= Oksana Chubykalo-Fesenko =

Ukrainian physicist

Oksana Chubykalo-Fesenko is a Spanish-Ukrainian physicist and materials scientist whose research interests include spintronics and the dynamics and multiscale modeling of magnetic materials and magnetic nanoparticles. She works in Spain as a senior scientist at the Materials Science Institute of Madrid, a research institute of the Spanish National Research Council.

==Education and career==
Chubykalo-Fesenko was a student at the National University of Kharkiv (then called Kharkiv State University) where she received a master's degree in 1986 and a Ph.D. in 1990, with the dissertation Soliton scattering by inpurities in one-dimensional nonlinear systems.

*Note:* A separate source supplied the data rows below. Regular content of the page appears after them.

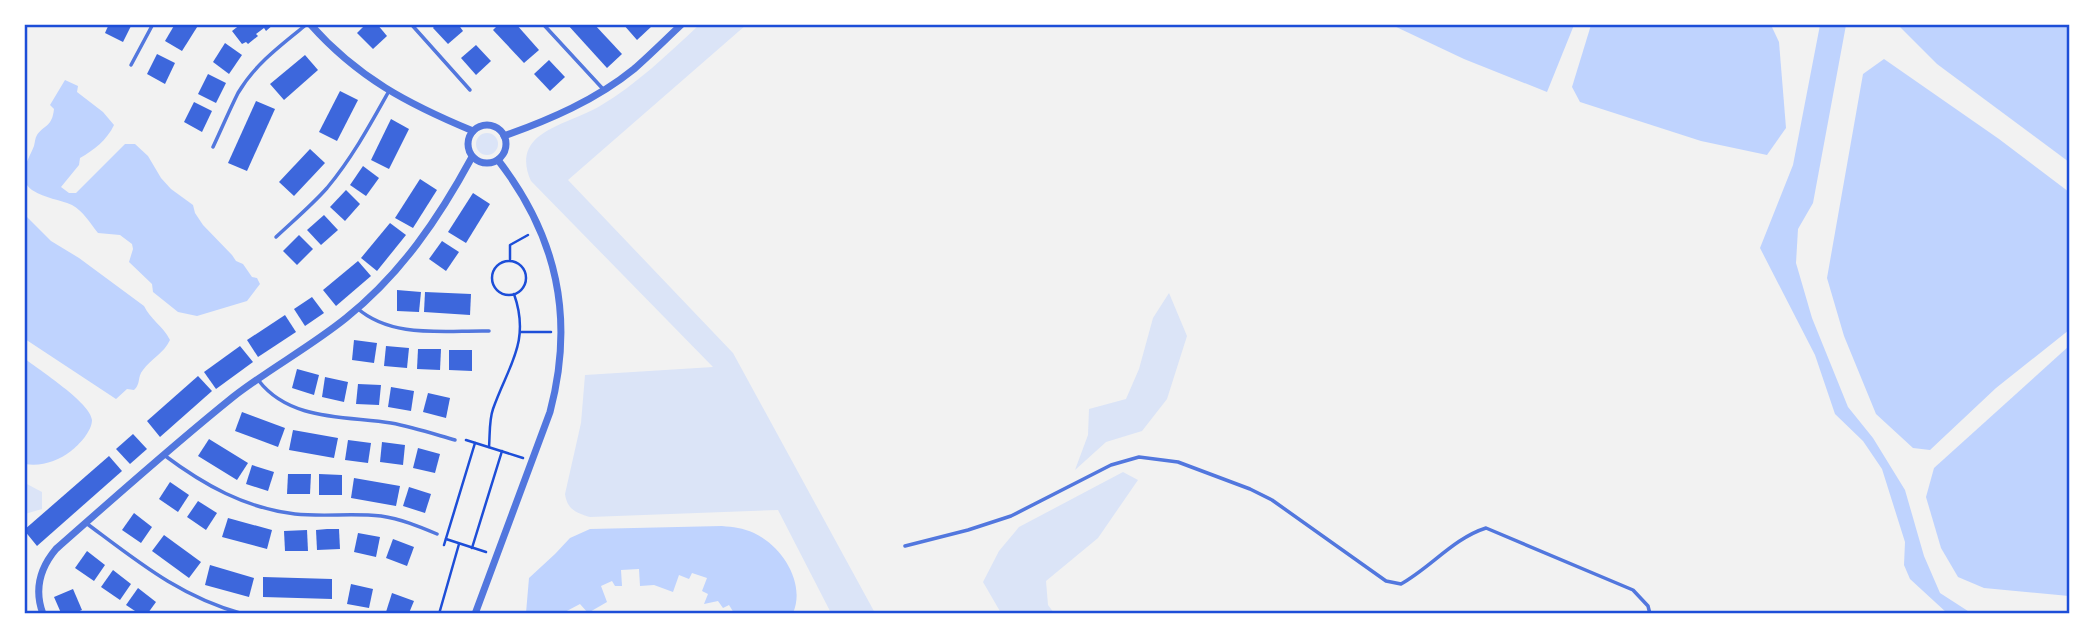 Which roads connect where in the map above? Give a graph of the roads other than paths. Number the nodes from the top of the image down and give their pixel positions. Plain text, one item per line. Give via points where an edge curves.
1 (153, 24) edge
2 (309, 24) edge
3 (411, 24) edge
4 (543, 24) edge
5 (679, 25) edge
6 (131, 65) dead end
7 (603, 89) junction
8 (470, 90) dead end
9 (388, 91) junction
10 (473, 131) junction
11 (504, 136) junction
12 (213, 148) dead end
13 (472, 157) junction
14 (498, 160) junction
15 (276, 237) dead end
16 (357, 308) junction
17 (489, 331) dead end
18 (258, 379) junction
19 (455, 440) dead end
20 (164, 455) junction
21 (86, 523) junction
22 (437, 534) dead end
23 (905, 546) dead end
24 (43, 614) edge
25 (243, 614) edge
26 (475, 614) edge
27 (1650, 614) edge

1 - 6 lane
2 - 9 street via 353,67
2 - 12 lane via 267,57 248,80
3 - 8 lane
4 - 7 lane
5 - 7 street via 634,69
7 - 11 street
9 - 10 street
9 - 15 lane via 340,173
10 - 11 street via 493,126
10 - 13 street via 468,144
11 - 14 street via 505,149
13 - 14 street via 484,163
13 - 16 street via 429,230
14 - 26 street via 527,202 549,251 562,343 550,412
16 - 17 lane via 370,319 396,329
16 - 18 street
18 - 19 lane via 276,398 302,409 405,426
18 - 20 street
20 - 21 street
20 - 22 lane via 212,488 256,506 312,515 381,517
21 - 24 street via 56,549 43,568 38,589
21 - 25 lane via 173,586 206,603
23 - 27 lane via 1012,516 1111,465 1139,457 1178,462 1251,489 1386,581 1401,584 1471,533 1486,528 1633,590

She worked as a researcher at the Clarendon Laboratory of the University of Oxford, at the Complutense University of Madrid, at the University of Milan, at the University of the Basque Country, and at the IBM Almaden Research Center in California, before taking her present position at the Materials Science Institute of Madrid. She joined the institute in 2001 as a Ramon y Cajal Fellow, obtained a tenured scientist position in 2002, and has been senior scientist since 2004.

==Recognition==
Chubykalo-Fesenko was named to the 2025 class of IEEE Fellows, "for development of multiscale methods for modeling of thermal magnetization dynamics."